Set down the line that has "Which roads connect" and each line beneath it, through the last line of the entries, exactly and with no others.

*** DATASET RECORDS Section Begins ***

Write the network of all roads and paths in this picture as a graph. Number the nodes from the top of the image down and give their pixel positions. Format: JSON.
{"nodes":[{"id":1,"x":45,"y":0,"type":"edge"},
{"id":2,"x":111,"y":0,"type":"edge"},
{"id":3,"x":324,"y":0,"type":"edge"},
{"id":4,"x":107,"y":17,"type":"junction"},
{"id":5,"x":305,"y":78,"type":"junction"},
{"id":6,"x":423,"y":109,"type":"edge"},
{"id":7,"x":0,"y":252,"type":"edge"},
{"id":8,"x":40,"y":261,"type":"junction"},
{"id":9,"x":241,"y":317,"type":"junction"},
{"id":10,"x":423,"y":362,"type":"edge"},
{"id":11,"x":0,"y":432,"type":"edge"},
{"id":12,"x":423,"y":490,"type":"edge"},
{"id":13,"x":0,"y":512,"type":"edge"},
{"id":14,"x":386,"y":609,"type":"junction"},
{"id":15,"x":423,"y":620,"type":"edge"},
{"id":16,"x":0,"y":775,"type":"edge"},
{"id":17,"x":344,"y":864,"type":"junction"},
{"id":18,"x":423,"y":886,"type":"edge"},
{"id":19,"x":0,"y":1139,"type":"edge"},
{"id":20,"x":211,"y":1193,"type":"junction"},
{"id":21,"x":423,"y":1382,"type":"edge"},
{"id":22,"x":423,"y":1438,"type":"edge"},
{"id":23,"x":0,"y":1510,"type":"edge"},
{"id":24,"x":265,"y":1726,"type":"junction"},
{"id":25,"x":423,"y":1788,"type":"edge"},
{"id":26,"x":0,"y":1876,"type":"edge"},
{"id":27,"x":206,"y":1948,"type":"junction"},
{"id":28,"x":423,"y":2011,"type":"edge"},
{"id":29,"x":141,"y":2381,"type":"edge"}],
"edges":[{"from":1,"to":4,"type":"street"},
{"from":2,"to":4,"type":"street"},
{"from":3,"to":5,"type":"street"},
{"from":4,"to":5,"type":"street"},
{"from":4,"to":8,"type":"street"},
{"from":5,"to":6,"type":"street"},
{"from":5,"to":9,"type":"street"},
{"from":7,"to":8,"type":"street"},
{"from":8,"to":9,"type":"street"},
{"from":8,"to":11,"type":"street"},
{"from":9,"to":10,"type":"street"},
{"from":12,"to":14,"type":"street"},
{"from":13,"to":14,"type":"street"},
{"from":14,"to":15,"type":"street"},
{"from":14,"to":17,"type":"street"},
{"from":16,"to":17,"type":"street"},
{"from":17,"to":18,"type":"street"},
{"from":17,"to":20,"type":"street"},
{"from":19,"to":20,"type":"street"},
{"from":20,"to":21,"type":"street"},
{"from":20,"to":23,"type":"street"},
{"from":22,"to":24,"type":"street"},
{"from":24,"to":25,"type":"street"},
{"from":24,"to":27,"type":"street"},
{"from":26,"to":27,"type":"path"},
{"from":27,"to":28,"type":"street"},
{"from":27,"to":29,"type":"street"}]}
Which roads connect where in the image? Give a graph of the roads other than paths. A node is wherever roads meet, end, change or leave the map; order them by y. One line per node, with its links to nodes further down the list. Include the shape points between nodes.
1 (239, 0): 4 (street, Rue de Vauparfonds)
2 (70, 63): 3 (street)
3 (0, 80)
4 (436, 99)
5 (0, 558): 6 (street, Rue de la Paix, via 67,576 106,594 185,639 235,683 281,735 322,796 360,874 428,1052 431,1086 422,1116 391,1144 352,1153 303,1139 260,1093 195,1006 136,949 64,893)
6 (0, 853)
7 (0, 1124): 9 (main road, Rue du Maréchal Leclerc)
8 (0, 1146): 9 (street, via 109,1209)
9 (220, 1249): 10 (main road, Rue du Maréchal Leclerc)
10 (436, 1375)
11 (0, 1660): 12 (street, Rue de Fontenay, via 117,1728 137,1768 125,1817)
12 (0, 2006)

*** DATASET RECORDS Section Ends ***

▸ TASK OUTPUT:
Which roads connect where in the image? Give a graph of the roads other than paths. A node is wherever roads meet, end, change or leave the map; order them by y. One line per node, with its links to nodes further down the list. Include the shape points between nodes.
1 (239, 0): 4 (street, Rue de Vauparfonds)
2 (70, 63): 3 (street)
3 (0, 80)
4 (436, 99)
5 (0, 558): 6 (street, Rue de la Paix, via 67,576 106,594 185,639 235,683 281,735 322,796 360,874 428,1052 431,1086 422,1116 391,1144 352,1153 303,1139 260,1093 195,1006 136,949 64,893)
6 (0, 853)
7 (0, 1124): 9 (main road, Rue du Maréchal Leclerc)
8 (0, 1146): 9 (street, via 109,1209)
9 (220, 1249): 10 (main road, Rue du Maréchal Leclerc)
10 (436, 1375)
11 (0, 1660): 12 (street, Rue de Fontenay, via 117,1728 137,1768 125,1817)
12 (0, 2006)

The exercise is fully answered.